▶ Problem requirements: Read through the data below and state how many of its lines contain the word "roads", adding nothing.

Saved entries

···

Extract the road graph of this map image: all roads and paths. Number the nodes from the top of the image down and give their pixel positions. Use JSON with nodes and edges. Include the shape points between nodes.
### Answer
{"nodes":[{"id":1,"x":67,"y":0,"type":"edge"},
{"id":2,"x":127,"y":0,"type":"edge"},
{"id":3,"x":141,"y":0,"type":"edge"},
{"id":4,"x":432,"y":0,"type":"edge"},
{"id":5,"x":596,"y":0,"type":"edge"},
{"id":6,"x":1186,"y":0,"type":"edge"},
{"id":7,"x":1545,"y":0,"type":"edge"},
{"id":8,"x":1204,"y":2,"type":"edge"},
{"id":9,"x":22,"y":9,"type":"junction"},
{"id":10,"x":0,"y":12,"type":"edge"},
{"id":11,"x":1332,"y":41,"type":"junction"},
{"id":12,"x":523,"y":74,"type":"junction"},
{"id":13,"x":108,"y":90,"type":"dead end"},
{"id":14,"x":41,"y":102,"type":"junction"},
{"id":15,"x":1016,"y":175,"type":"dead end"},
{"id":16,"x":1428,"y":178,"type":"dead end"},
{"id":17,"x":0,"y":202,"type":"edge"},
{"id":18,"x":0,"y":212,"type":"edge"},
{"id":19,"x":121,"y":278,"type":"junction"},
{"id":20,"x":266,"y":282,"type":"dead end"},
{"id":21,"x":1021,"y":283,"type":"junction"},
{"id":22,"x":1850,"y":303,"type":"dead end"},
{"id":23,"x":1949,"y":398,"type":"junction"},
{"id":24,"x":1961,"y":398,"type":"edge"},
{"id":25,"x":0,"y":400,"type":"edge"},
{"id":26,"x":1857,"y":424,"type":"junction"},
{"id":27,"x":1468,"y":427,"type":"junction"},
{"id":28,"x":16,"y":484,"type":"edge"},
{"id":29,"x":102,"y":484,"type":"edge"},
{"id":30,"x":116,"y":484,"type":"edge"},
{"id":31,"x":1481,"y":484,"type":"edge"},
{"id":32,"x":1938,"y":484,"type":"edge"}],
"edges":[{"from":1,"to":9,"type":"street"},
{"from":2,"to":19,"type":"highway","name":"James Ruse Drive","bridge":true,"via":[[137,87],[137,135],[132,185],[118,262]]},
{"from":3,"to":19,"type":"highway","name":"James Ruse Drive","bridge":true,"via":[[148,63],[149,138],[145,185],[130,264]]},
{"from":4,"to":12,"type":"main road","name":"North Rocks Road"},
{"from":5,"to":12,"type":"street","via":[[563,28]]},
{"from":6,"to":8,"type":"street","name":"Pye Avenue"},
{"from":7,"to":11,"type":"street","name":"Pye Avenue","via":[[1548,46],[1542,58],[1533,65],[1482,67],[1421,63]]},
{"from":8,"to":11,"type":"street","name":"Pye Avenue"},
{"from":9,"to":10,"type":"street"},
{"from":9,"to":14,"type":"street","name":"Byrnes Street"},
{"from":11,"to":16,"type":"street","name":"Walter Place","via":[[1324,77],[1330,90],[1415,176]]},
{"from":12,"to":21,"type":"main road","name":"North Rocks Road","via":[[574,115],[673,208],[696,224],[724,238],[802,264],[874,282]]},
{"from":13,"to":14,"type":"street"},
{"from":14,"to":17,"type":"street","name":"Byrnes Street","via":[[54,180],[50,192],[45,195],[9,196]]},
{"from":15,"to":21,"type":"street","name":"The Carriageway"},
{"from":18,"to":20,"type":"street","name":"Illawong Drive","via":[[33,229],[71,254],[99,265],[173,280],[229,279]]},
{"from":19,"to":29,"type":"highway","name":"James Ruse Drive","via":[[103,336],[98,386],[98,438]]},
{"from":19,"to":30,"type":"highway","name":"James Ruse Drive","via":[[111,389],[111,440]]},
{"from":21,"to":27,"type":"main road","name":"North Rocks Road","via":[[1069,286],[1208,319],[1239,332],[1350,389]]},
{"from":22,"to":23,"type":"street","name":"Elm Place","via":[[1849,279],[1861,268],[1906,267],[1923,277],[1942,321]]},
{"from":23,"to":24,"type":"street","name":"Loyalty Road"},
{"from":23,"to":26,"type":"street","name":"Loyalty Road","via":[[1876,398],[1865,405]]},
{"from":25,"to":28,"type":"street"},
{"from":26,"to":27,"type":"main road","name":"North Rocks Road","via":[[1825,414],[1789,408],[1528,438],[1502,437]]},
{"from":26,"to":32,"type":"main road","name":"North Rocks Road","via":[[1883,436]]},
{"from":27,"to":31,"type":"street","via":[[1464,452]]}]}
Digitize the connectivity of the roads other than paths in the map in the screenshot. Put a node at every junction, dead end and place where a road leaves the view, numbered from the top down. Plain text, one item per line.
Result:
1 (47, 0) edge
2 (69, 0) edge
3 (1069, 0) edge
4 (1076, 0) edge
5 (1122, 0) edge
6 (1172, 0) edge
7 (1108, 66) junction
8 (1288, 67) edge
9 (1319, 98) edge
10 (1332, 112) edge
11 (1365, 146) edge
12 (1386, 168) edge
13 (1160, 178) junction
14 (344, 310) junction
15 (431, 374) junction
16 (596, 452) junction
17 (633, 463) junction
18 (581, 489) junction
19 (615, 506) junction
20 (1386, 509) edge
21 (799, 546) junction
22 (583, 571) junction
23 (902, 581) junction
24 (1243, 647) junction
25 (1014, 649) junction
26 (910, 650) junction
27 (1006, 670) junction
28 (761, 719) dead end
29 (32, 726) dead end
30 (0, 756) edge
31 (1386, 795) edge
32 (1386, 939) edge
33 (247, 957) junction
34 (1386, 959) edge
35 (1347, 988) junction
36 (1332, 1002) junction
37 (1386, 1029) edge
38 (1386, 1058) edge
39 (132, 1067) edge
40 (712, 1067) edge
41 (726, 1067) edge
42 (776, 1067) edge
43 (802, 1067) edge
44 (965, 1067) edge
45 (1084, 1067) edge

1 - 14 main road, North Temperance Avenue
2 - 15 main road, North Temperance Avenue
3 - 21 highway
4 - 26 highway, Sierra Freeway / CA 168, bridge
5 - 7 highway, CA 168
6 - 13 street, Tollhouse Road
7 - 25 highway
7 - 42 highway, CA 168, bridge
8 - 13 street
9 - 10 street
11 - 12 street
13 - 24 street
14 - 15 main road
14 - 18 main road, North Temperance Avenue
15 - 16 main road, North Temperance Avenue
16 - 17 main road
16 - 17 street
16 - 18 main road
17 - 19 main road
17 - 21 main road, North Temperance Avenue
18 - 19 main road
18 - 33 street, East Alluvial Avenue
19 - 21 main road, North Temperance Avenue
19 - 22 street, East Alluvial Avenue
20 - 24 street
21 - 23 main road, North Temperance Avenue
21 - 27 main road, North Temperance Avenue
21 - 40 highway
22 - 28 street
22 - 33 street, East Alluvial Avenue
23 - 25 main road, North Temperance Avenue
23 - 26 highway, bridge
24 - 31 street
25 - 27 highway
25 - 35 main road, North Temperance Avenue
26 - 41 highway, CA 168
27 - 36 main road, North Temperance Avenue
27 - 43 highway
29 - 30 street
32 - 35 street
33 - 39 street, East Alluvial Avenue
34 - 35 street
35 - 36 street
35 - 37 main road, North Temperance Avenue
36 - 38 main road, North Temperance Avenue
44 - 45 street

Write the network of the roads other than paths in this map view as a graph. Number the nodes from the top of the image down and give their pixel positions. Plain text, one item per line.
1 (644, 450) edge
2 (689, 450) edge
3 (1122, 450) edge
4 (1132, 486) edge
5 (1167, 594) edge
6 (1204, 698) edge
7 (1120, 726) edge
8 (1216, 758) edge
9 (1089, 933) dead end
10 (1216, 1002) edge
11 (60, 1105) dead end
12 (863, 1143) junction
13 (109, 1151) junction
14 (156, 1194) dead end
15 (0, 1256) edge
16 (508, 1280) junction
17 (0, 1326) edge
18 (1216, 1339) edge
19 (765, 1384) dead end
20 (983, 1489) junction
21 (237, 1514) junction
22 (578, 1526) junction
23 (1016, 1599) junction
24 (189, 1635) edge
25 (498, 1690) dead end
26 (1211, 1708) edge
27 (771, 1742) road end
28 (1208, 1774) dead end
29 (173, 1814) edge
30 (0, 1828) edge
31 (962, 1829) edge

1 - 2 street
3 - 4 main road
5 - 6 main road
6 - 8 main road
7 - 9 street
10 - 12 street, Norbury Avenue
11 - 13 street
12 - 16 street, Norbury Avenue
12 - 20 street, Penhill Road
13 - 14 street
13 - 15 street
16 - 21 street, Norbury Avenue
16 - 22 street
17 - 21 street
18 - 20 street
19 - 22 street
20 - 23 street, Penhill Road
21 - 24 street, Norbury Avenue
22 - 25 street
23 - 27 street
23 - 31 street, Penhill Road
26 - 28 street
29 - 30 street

···

▶ The answer: 3